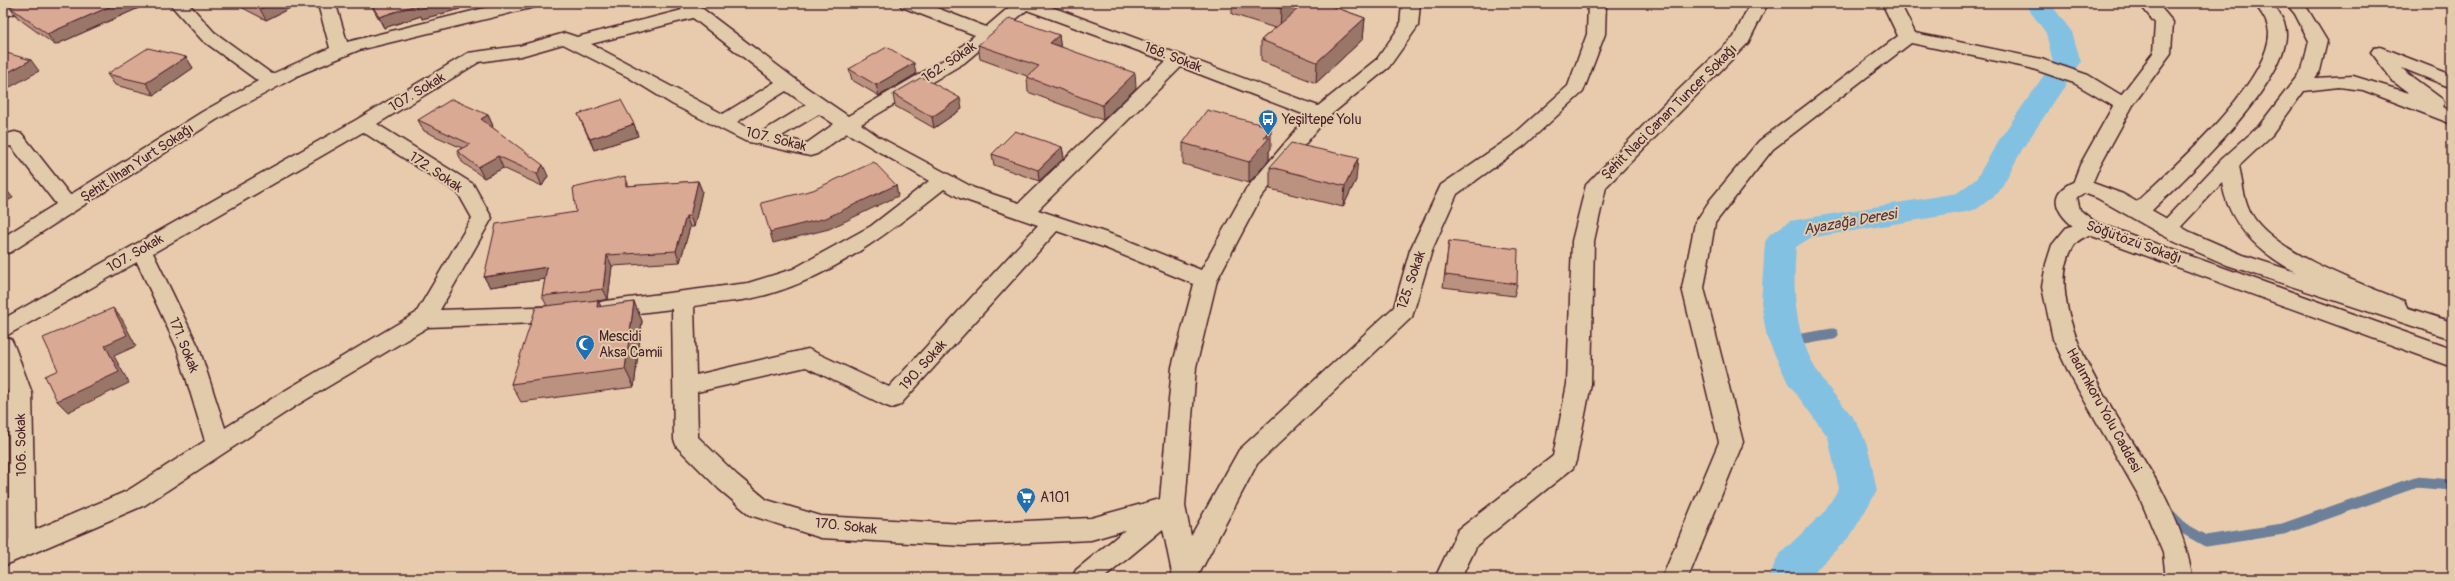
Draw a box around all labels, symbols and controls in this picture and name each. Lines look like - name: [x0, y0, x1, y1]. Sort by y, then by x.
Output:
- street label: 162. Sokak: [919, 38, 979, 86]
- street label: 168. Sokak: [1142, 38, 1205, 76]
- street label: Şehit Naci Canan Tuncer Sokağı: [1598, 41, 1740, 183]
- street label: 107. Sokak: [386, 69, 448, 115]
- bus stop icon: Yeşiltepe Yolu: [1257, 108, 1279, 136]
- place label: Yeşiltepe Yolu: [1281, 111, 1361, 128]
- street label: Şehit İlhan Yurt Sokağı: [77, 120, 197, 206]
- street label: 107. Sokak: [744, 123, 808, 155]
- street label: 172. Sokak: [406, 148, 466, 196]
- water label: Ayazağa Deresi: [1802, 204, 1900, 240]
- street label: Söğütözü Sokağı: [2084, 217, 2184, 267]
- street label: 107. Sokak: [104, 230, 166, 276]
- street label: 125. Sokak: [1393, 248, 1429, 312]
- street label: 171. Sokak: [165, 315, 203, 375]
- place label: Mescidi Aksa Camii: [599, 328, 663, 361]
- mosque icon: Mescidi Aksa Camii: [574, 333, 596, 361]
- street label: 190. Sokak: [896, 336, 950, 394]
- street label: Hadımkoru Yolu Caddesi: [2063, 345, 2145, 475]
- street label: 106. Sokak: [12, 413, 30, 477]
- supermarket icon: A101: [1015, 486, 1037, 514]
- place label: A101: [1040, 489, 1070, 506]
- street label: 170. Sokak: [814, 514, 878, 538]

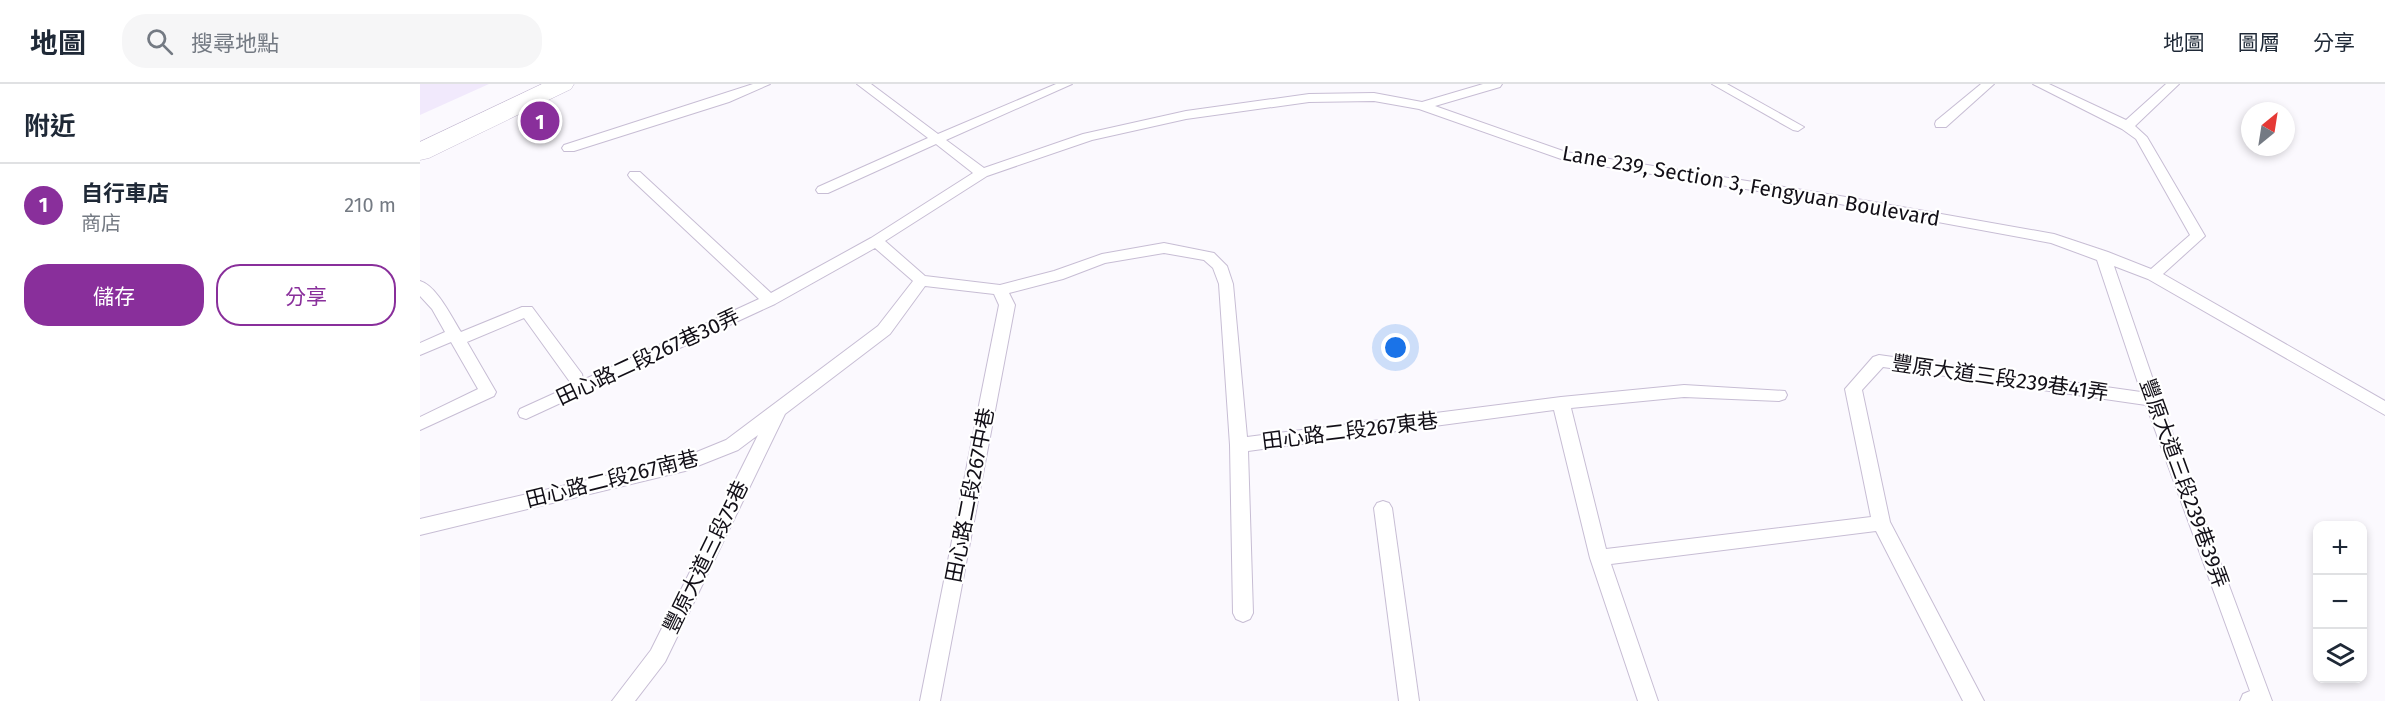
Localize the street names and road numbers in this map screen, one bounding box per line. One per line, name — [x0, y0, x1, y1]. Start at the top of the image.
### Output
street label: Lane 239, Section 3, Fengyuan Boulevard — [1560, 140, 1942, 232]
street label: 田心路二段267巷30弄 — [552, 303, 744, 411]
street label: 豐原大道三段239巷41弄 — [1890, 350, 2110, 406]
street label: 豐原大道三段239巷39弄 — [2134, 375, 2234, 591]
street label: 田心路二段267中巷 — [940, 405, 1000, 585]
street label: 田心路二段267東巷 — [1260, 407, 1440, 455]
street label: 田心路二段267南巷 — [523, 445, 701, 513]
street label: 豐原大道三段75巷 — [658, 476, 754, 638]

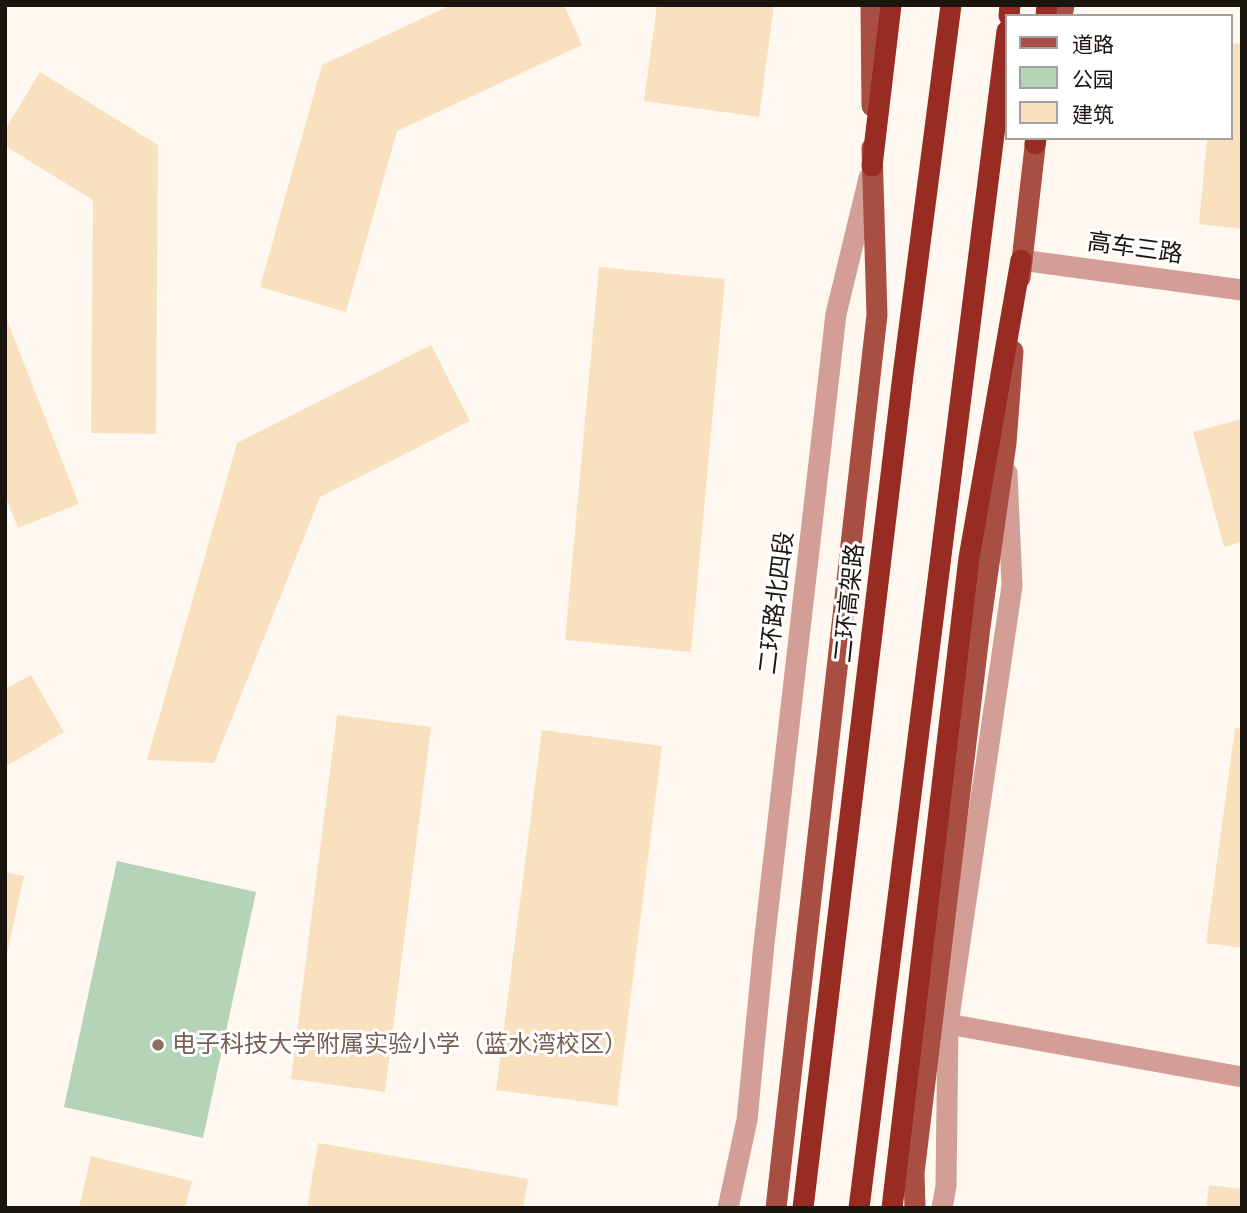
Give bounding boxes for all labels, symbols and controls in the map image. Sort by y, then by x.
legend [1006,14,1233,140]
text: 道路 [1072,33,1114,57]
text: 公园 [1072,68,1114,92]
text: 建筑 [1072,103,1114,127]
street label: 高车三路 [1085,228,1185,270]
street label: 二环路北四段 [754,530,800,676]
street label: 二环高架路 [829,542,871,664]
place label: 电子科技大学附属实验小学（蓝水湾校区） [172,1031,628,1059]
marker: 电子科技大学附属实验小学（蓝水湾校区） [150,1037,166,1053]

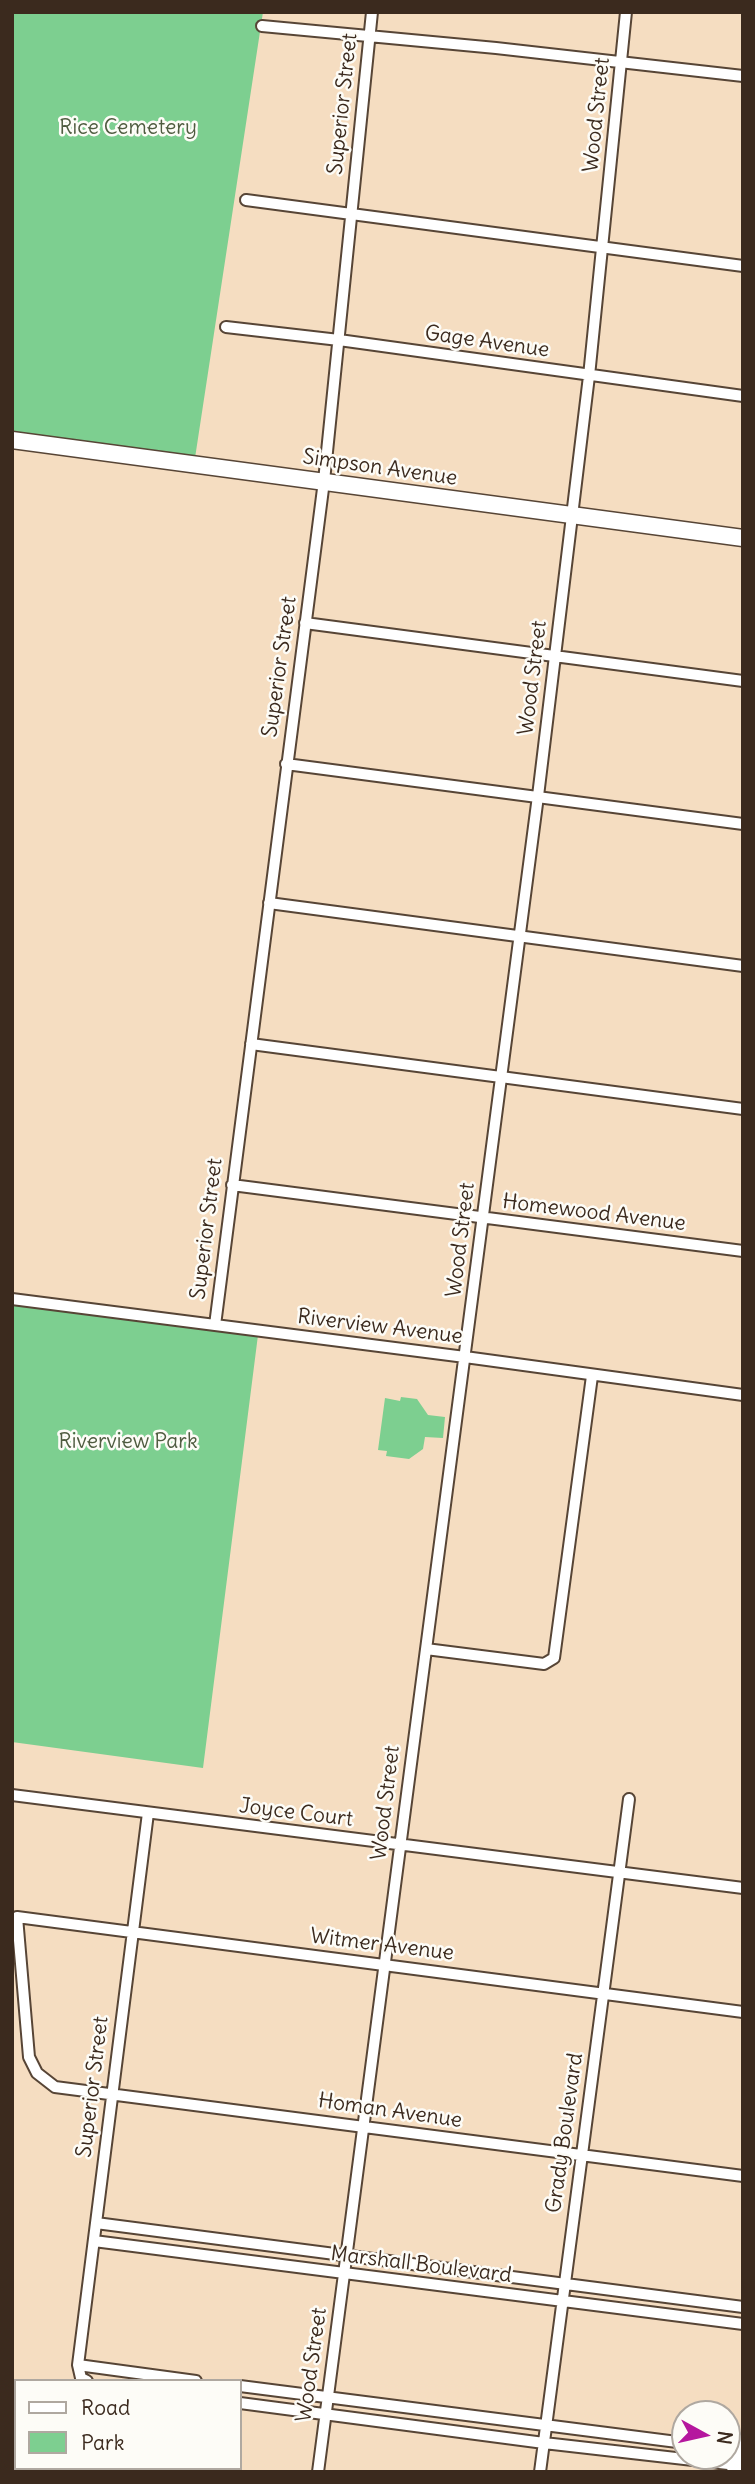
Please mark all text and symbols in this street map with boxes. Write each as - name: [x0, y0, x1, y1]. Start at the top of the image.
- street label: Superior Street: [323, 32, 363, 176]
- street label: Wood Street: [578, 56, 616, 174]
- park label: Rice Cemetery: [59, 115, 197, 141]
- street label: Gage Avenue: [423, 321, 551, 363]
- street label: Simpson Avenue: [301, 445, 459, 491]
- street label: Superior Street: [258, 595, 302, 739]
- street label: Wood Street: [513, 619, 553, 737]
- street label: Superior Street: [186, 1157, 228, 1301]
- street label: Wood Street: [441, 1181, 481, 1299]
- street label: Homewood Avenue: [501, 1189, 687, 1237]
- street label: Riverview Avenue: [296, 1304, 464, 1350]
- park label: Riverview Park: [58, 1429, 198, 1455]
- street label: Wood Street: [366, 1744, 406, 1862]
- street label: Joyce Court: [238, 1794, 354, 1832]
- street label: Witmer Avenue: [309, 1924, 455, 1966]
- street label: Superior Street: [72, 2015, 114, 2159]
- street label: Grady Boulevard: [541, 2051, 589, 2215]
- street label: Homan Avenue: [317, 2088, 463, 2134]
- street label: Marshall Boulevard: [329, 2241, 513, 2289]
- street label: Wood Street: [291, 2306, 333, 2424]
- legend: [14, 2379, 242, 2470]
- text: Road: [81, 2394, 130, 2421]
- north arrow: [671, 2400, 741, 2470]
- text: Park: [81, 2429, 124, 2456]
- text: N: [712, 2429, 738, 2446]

•••••

Your assignment -> Although the records above contain pictures, only their text is to be repeated, exactly as given.

Answer ->
Draw a box around all labels, symbols and controls in this picture and name each. Lines look like - name: [x0, y0, x1, y1]. Sort by y, then by x.
Output:
- street label: 162. Sokak: [919, 38, 979, 86]
- street label: 168. Sokak: [1142, 38, 1205, 76]
- street label: Şehit Naci Canan Tuncer Sokağı: [1598, 41, 1740, 183]
- street label: 107. Sokak: [386, 69, 448, 115]
- bus stop icon: Yeşiltepe Yolu: [1257, 108, 1279, 136]
- place label: Yeşiltepe Yolu: [1281, 111, 1361, 128]
- street label: Şehit İlhan Yurt Sokağı: [77, 120, 197, 206]
- street label: 107. Sokak: [744, 123, 808, 155]
- street label: 172. Sokak: [406, 148, 466, 196]
- water label: Ayazağa Deresi: [1802, 204, 1900, 240]
- street label: Söğütözü Sokağı: [2084, 217, 2184, 267]
- street label: 107. Sokak: [104, 230, 166, 276]
- street label: 125. Sokak: [1393, 248, 1429, 312]
- street label: 171. Sokak: [165, 315, 203, 375]
- place label: Mescidi Aksa Camii: [599, 328, 663, 361]
- mosque icon: Mescidi Aksa Camii: [574, 333, 596, 361]
- street label: 190. Sokak: [896, 336, 950, 394]
- street label: Hadımkoru Yolu Caddesi: [2063, 345, 2145, 475]
- street label: 106. Sokak: [12, 413, 30, 477]
- supermarket icon: A101: [1015, 486, 1037, 514]
- place label: A101: [1040, 489, 1070, 506]
- street label: 170. Sokak: [814, 514, 878, 538]

Localize the street names and road numbers in this map screen, one bounding box per line. One per line, name — [x0, y0, x1, y1]. Start at the top of the image.
### Output
street label: Lane 239, Section 3, Fengyuan Boulevard — [1560, 140, 1942, 232]
street label: 田心路二段267巷30弄 — [552, 303, 744, 411]
street label: 豐原大道三段239巷41弄 — [1890, 350, 2110, 406]
street label: 豐原大道三段239巷39弄 — [2134, 375, 2234, 591]
street label: 田心路二段267中巷 — [940, 405, 1000, 585]
street label: 田心路二段267東巷 — [1260, 407, 1440, 455]
street label: 田心路二段267南巷 — [523, 445, 701, 513]
street label: 豐原大道三段75巷 — [658, 476, 754, 638]

Give bounding boxes for all labels, symbols and controls in the map image. Sort by y, then by x.
legend [1006,14,1233,140]
text: 道路 [1072,33,1114,57]
text: 公园 [1072,68,1114,92]
text: 建筑 [1072,103,1114,127]
street label: 高车三路 [1085,228,1185,270]
street label: 二环路北四段 [754,530,800,676]
street label: 二环高架路 [829,542,871,664]
place label: 电子科技大学附属实验小学（蓝水湾校区） [172,1031,628,1059]
marker: 电子科技大学附属实验小学（蓝水湾校区） [150,1037,166,1053]

Please mark all text and symbols in this street map with boxes. Write each as - name: [x0, y0, x1, y1]. Start at the top of the image.
- street label: Superior Street: [323, 32, 363, 176]
- street label: Wood Street: [578, 56, 616, 174]
- park label: Rice Cemetery: [59, 115, 197, 141]
- street label: Gage Avenue: [423, 321, 551, 363]
- street label: Simpson Avenue: [301, 445, 459, 491]
- street label: Superior Street: [258, 595, 302, 739]
- street label: Wood Street: [513, 619, 553, 737]
- street label: Superior Street: [186, 1157, 228, 1301]
- street label: Wood Street: [441, 1181, 481, 1299]
- street label: Homewood Avenue: [501, 1189, 687, 1237]
- street label: Riverview Avenue: [296, 1304, 464, 1350]
- park label: Riverview Park: [58, 1429, 198, 1455]
- street label: Wood Street: [366, 1744, 406, 1862]
- street label: Joyce Court: [238, 1794, 354, 1832]
- street label: Witmer Avenue: [309, 1924, 455, 1966]
- street label: Superior Street: [72, 2015, 114, 2159]
- street label: Grady Boulevard: [541, 2051, 589, 2215]
- street label: Homan Avenue: [317, 2088, 463, 2134]
- street label: Marshall Boulevard: [329, 2241, 513, 2289]
- street label: Wood Street: [291, 2306, 333, 2424]
- legend: [14, 2379, 242, 2470]
- text: Road: [81, 2394, 130, 2421]
- north arrow: [671, 2400, 741, 2470]
- text: Park: [81, 2429, 124, 2456]
- text: N: [712, 2429, 738, 2446]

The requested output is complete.